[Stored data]
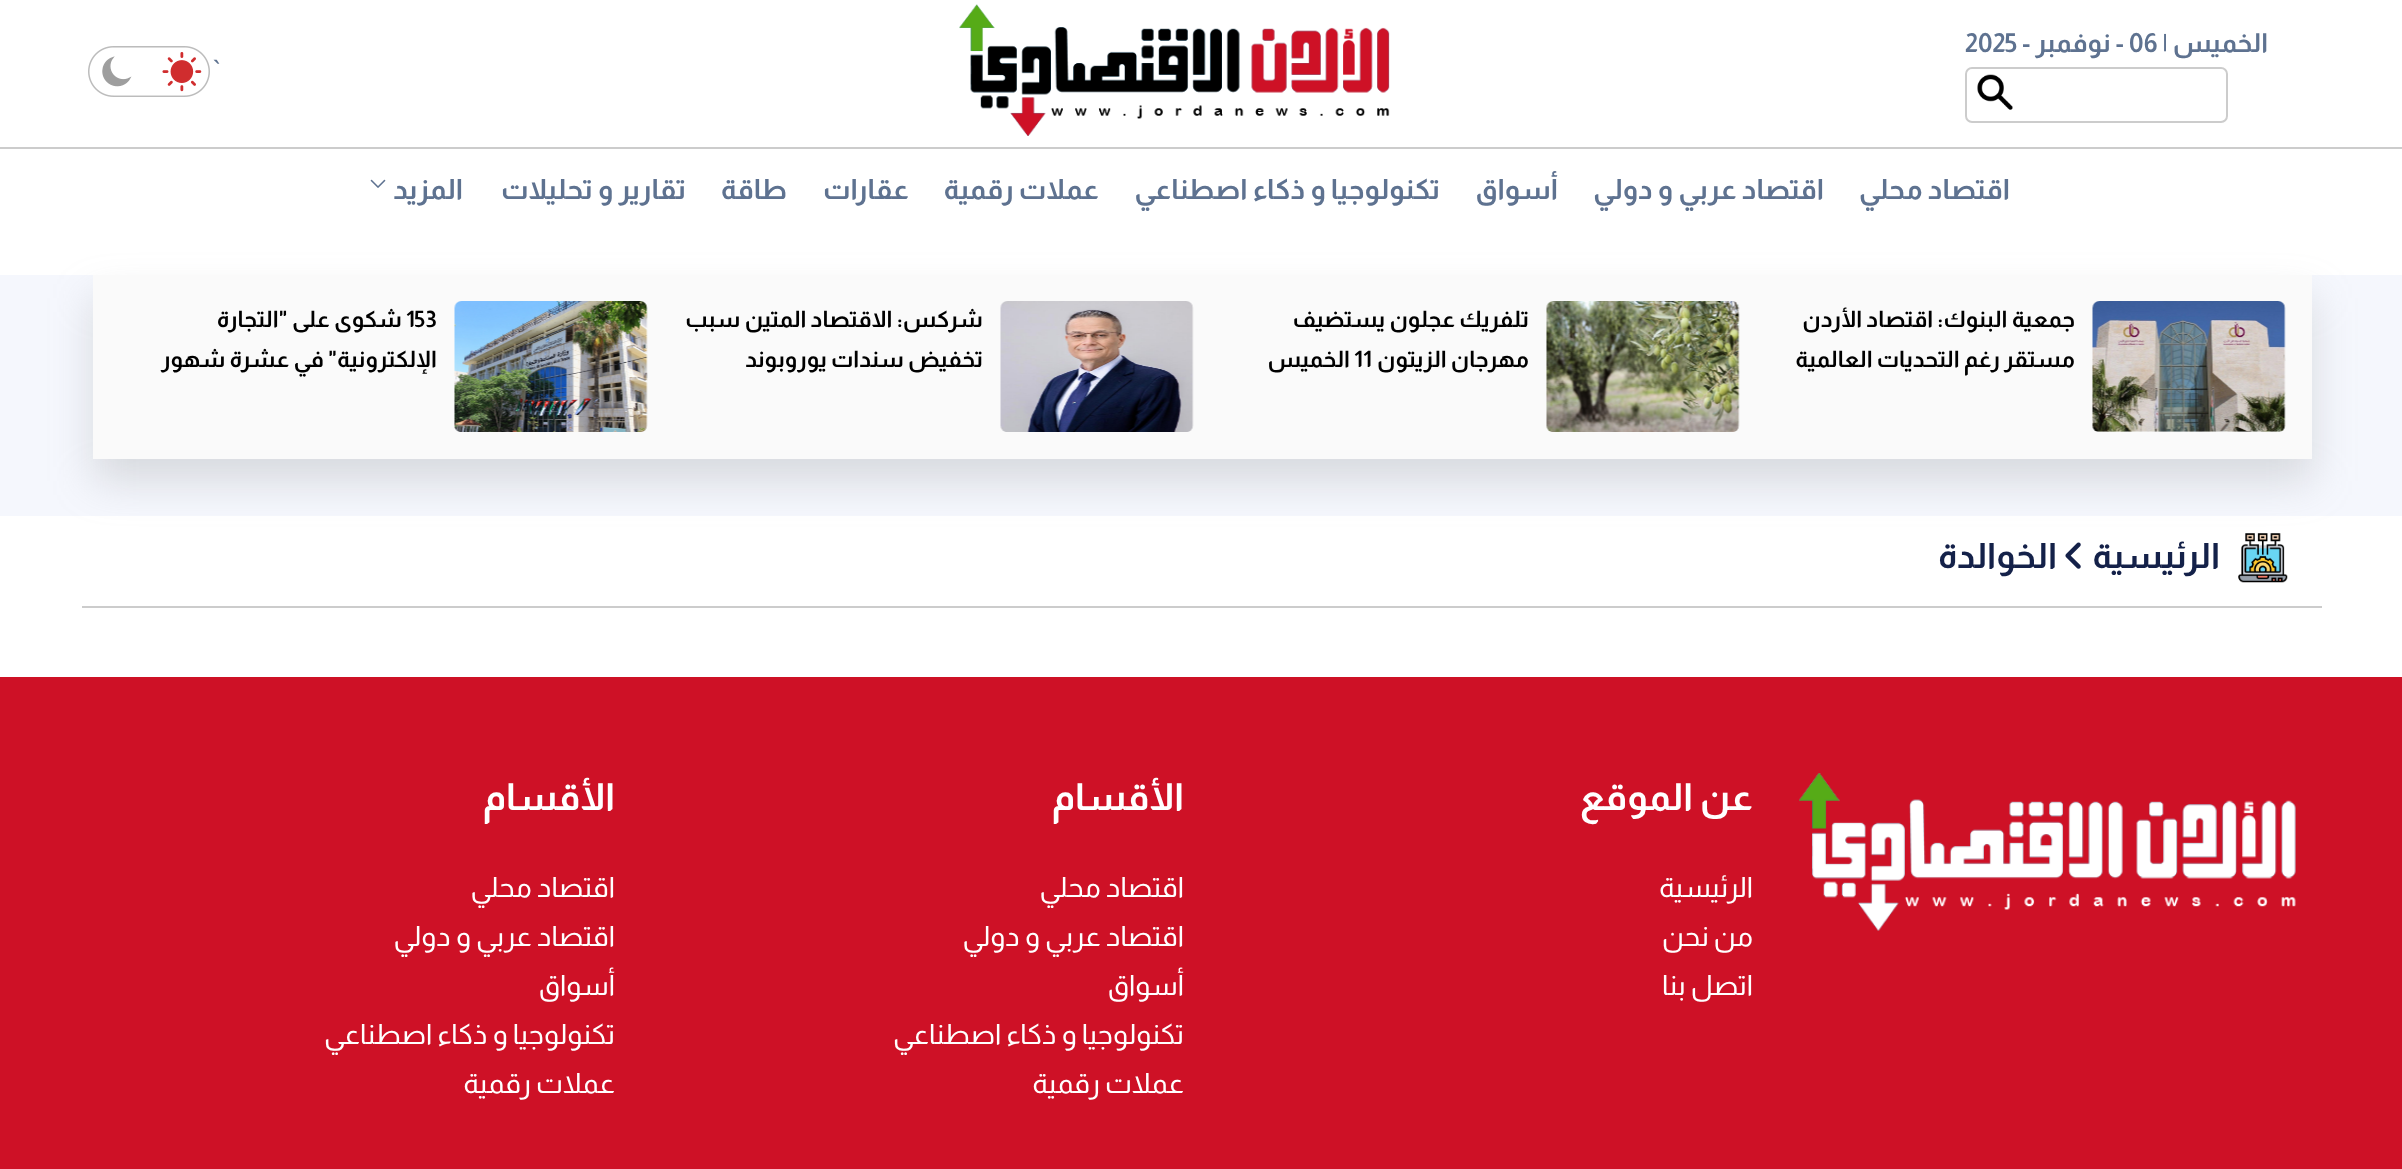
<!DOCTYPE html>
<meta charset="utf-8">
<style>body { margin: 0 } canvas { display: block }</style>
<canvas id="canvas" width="2402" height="1169"></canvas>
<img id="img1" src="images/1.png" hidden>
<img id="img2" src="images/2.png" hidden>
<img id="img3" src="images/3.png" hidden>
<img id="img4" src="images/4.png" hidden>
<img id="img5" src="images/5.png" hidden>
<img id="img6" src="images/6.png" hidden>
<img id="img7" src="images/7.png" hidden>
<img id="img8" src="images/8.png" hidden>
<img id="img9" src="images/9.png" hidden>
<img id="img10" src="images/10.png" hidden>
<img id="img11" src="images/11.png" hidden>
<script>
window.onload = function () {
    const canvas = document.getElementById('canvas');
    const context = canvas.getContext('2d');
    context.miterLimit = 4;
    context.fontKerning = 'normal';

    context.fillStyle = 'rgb(255, 255, 255)';
    context.fillRect(0, 0, 2402, 1169);
    context.fillStyle = 'rgb(204, 204, 204)';
    context.fillRect(0, 147, 2402, 2);
    context.beginPath();
    context.roundRect(1966, 68, 261, 54, 6);
    context.strokeStyle = 'rgb(204, 204, 204)';
    context.lineWidth = 2;
    context.stroke();
    context.drawImage(document.getElementById('img1'), 1977, 74, 36, 36);
    context.drawImage(document.getElementById('img2'), 959, 4, 431, 132);
    context.drawImage(document.getElementById('img3'), 88, 46, 122, 51);
    context.drawImage(document.getElementById('img4'), 370, 179, 16, 9);
    context.fillStyle = 'rgb(245, 247, 253)';
    context.fillRect(0, 275, 2402, 241);
    context.fillStyle = 'rgba(153, 157, 160, 0.32)';
    context.filter = 'blur(21px)';
    context.beginPath();
    context.rect(93, 298, 2219, 183);
    context.fill();
    context.filter = 'none';
    context.fillStyle = 'rgb(250, 250, 250)';
    context.fillRect(93, 275, 2219, 184);
    context.drawImage(document.getElementById('img5'), 2092, 301, 194, 131);
    context.drawImage(document.getElementById('img6'), 1546, 301, 194, 131);
    context.drawImage(document.getElementById('img7'), 1000, 301, 194, 131);
    context.drawImage(document.getElementById('img8'), 454, 301, 194, 131);
    context.fillStyle = 'rgb(204, 204, 204)';
    context.fillRect(82, 606, 2240, 2);
    context.drawImage(document.getElementById('img9'), 2238, 533, 50, 50);
    context.drawImage(document.getElementById('img10'), 2065, 542, 16, 27);
    context.fillStyle = 'rgb(206, 17, 38)';
    context.fillRect(0, 677, 2402, 492);
    context.drawImage(document.getElementById('img11'), 1799, 773, 497, 158);
    context.direction = 'rtl';
    context.font = 'bold 26.25px Almarai';
    context.fillStyle = 'rgb(94, 114, 144)';
    context.fillText('الخميس |', 2268, 52);
    context.direction = 'ltr';
    context.fillText('06', 2129, 52);
    context.direction = 'rtl';
    context.fillText('- نوفمبر -', 2124, 52);
    context.direction = 'ltr';
    context.fillText('2025', 1965, 52);
    context.font = '28px Almarai';
    context.fillText('`', 210, 80);
    context.direction = 'rtl';
    context.font = 'bold 28px Almarai';
    context.fillText('اقتصاد محلي', 2010, 199);
    context.fillText('اقتصاد عربي و دولي', 1824, 199);
    context.fillText('أسواق', 1558, 199);
    context.fillText('تكنولوجيا و ذكاء اصطناعي', 1440, 199);
    context.fillText('عملات رقمية', 1099, 199);
    context.fillText('عقارات', 909, 199);
    context.fillText('طاقة', 787, 199);
    context.fillText('تقارير و تحليلات', 686, 199);
    context.fillText('المزيد', 463, 199);
    context.font = 'bold 22.75px Almarai';
    context.fillStyle = 'rgb(0, 0, 0)';
    context.fillText('جمعية البنوك: اقتصاد الأردن', 2075, 327);
    context.fillText('مستقر رغم التحديات العالمية', 2075, 367);
    context.fillText('تلفريك عجلون يستضيف', 1529, 327);
    context.fillText('مهرجان الزيتون', 1529, 367);
    context.direction = 'ltr';
    context.fillText('11', 1354, 367);
    context.direction = 'rtl';
    context.fillText('الخميس', 1350, 367);
    context.fillText('شركس: الاقتصاد المتين سبب', 983, 327);
    context.fillText('تخفيض سندات يوروبوند', 983, 367);
    context.direction = 'ltr';
    context.fillText('153', 406, 327);
    context.direction = 'rtl';
    context.fillText('شكوى على "التجارة', 402, 327);
    context.fillText('الإلكترونية" في عشرة شهور', 437, 367);
    context.font = 'bold 35px Almarai';
    context.fillStyle = 'rgb(20, 33, 73)';
    context.fillText('الرئيسية', 2220, 568);
    context.fillText('الخوالدة', 2057, 568);
    context.font = 'bold 37.5px Almarai';
    context.fillStyle = 'rgb(255, 255, 255)';
    context.fillText('عن الموقع', 1753, 810);
    context.font = '28px Almarai';
    context.fillText('الرئيسية', 1753, 897);
    context.fillText('من نحن', 1753, 946);
    context.fillText('اتصل بنا', 1753, 995);
    context.font = 'bold 37.5px Almarai';
    context.fillText('الأقسام', 1184, 810);
    context.font = '28px Almarai';
    context.fillText('اقتصاد محلي', 1184, 897);
    context.fillText('اقتصاد عربي و دولي', 1184, 946);
    context.fillText('أسواق', 1184, 995);
    context.fillText('تكنولوجيا و ذكاء اصطناعي', 1184, 1044);
    context.fillText('عملات رقمية', 1184, 1093);
    context.font = 'bold 37.5px Almarai';
    context.fillText('الأقسام', 615, 810);
    context.font = '28px Almarai';
    context.fillText('اقتصاد محلي', 615, 897);
    context.fillText('اقتصاد عربي و دولي', 615, 946);
    context.fillText('أسواق', 615, 995);
    context.fillText('تكنولوجيا و ذكاء اصطناعي', 615, 1044);
    context.fillText('عملات رقمية', 615, 1093);
};
</script>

__AIM OF THE TASK__. Return, from the data above, each line in which the string "canvas" appears.

__ANSWER__.
<style>body { margin: 0 } canvas { display: block }</style>
<canvas id="canvas" width="2402" height="1169"></canvas>
    const canvas = document.getElementById('canvas');
    const context = canvas.getContext('2d');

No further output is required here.